*REQUIRED WORK:*
Look through the records and copy each line that has "ATARSUIYA" in it.

*INFORMATION SHOWN:*
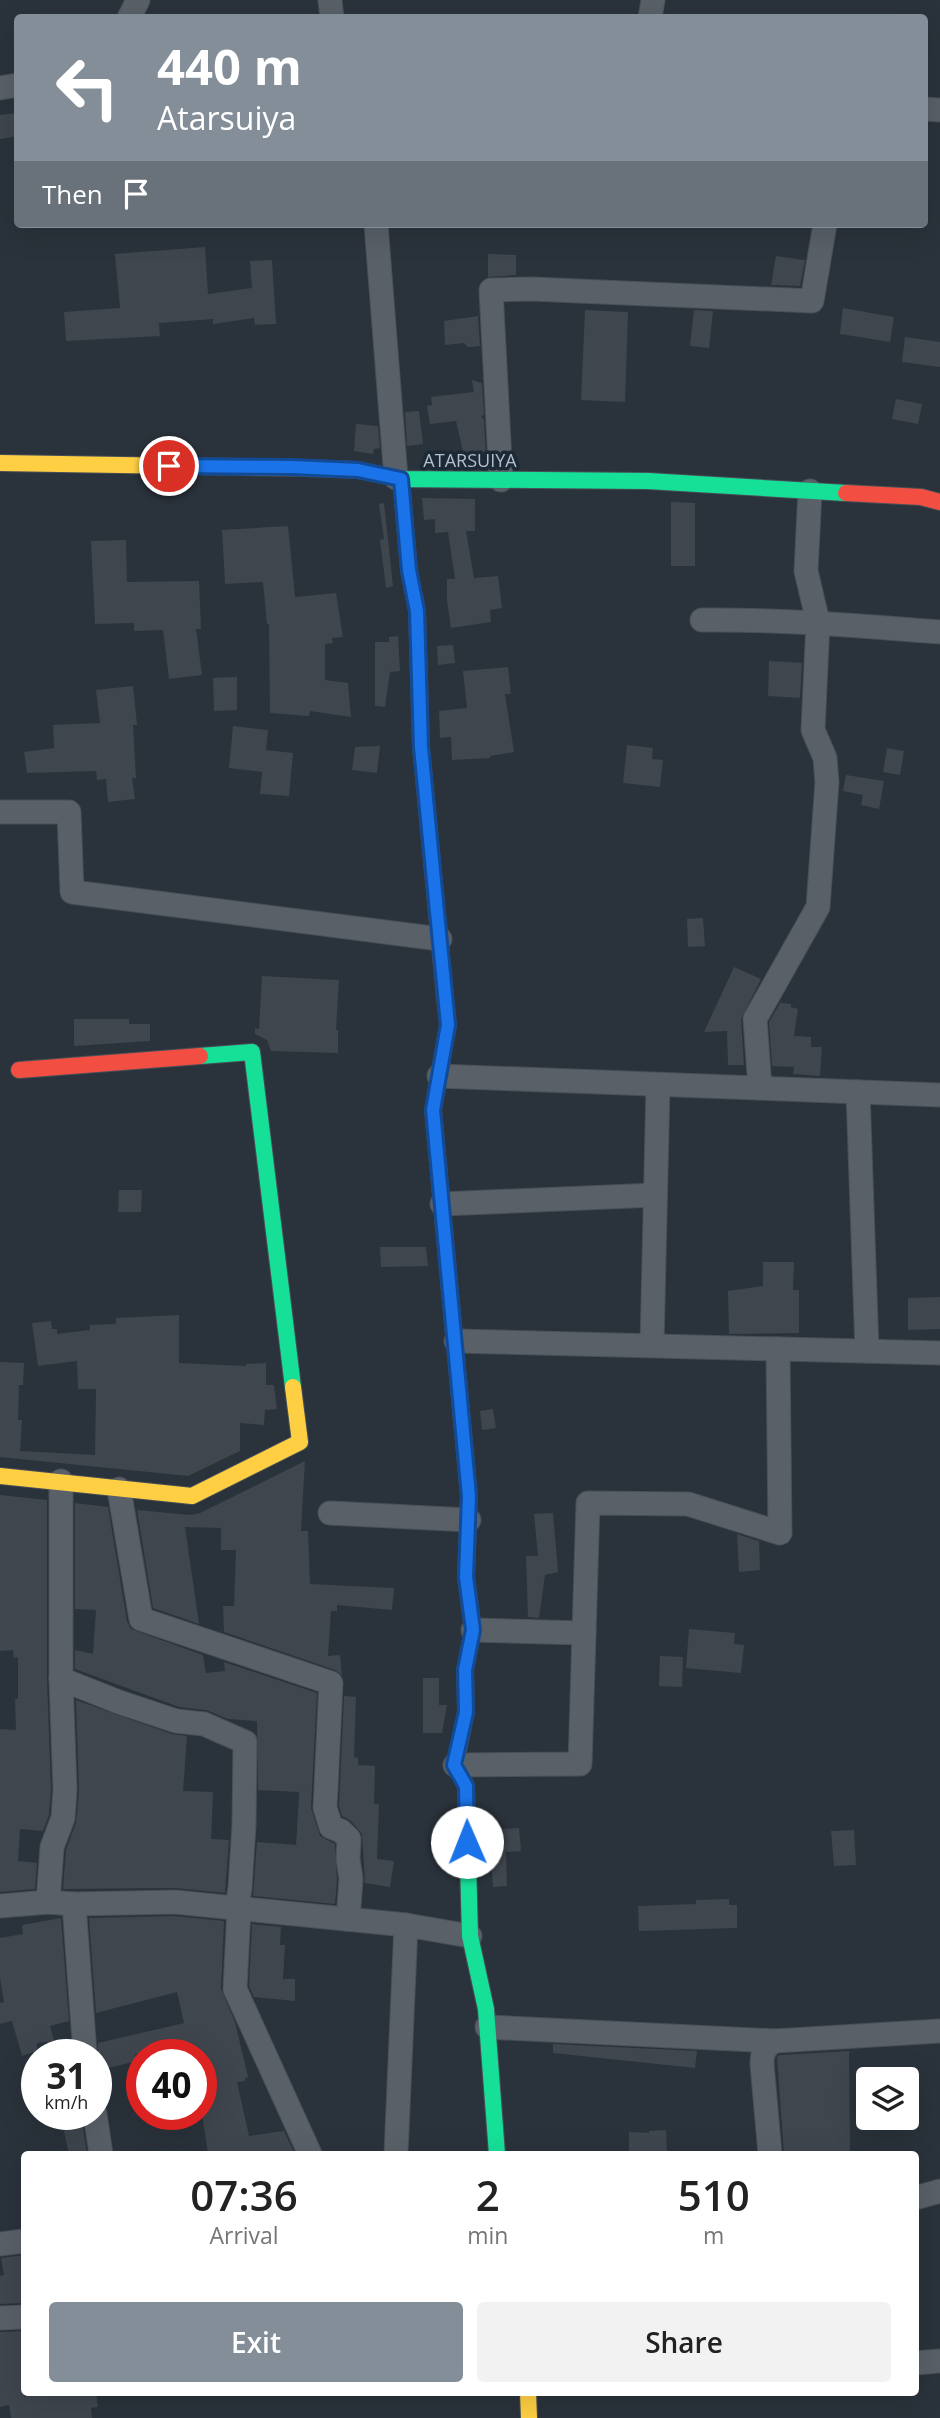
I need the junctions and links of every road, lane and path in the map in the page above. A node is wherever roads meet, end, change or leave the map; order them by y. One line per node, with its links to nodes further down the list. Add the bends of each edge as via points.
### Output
1 (376, 228): 4 (street)
2 (823, 228): 5 (street, via 813,301 491,290)
3 (0, 463): 4 (street, ATARSUIYA, via 292,467 358,470)
4 (398, 478): 5 (street, ATARSUIYA); 12 (street, via 417,611 421,747)
5 (500, 480): 6 (street, ATARSUIYA, via 648,481)
6 (810, 491): 7 (street, ATARSUIYA); 9 (street, via 806,571)
7 (940, 502)
8 (702, 620): 9 (street)
9 (818, 622): 10 (street); 16 (street, via 813,730 825,758 827,782 818,907 755,1019)
10 (940, 632)
11 (0, 812): 12 (street, via 69,812 72,892)
12 (440, 939): 14 (street, via 448,1025)
13 (19, 1070): 28 (street, via 252,1052 300,1442 192,1496)
14 (439, 1076): 15 (street); 20 (street, via 433,1110)
15 (658, 1086): 16 (street); 19 (street)
16 (760, 1088): 17 (street)
17 (858, 1092): 18 (street); 24 (street)
18 (940, 1095)
19 (655, 1195): 20 (street); 22 (street)
20 (442, 1204): 21 (street)
21 (456, 1340): 22 (street); 30 (street)
22 (652, 1345): 23 (street)
23 (779, 1349): 24 (street); 32 (street, via 780,1532 688,1504 588,1503)
24 (867, 1351): 25 (street)
25 (940, 1353)
26 (0, 1476): 27 (street)
27 (61, 1480): 28 (street); 33 (street)
28 (119, 1489): 39 (street, via 141,1619 331,1683 325,1808 331,1826 349,1839)
29 (330, 1513): 30 (street)
30 (469, 1520): 31 (street, via 466,1577)
31 (473, 1630): 32 (street); 34 (street, via 465,1670 466,1712)
32 (584, 1633): 34 (street, via 580,1763)
33 (61, 1679): 35 (street, via 65,1790 63,1818 52,1847); 38 (street, via 176,1721 204,1724 245,1742 244,1825)
34 (454, 1765): 41 (street, via 466,1786)
35 (48, 1902): 36 (street); 37 (street)
36 (74, 1904): 38 (street, via 175,1902); 44 (street)
37 (0, 1906)
38 (235, 1908): 39 (street); 48 (street, via 235,1989)
39 (348, 1919): 40 (street)
40 (406, 1925): 41 (street); 49 (street)
41 (470, 1936): 42 (street)
42 (487, 2027): 45 (street); 50 (street)
43 (940, 2031): 45 (street)
44 (84, 2039)
45 (775, 2041): 51 (street, via 762,2055)
46 (97, 2130): 47 (street)
47 (100, 2151)
48 (309, 2151)
49 (396, 2151)
50 (497, 2151)
51 (770, 2151)
52 (940, 2191): 53 (street)
53 (919, 2198)
54 (21, 2242): 55 (street)
55 (0, 2245)
56 (21, 2317): 57 (street)
57 (0, 2318)
58 (940, 2361): 59 (street)
59 (919, 2363)
60 (528, 2396): 61 (street)
61 (529, 2418)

*COMPLETED TASK:*
3 (0, 463): 4 (street, ATARSUIYA, via 292,467 358,470)
4 (398, 478): 5 (street, ATARSUIYA); 12 (street, via 417,611 421,747)
5 (500, 480): 6 (street, ATARSUIYA, via 648,481)
6 (810, 491): 7 (street, ATARSUIYA); 9 (street, via 806,571)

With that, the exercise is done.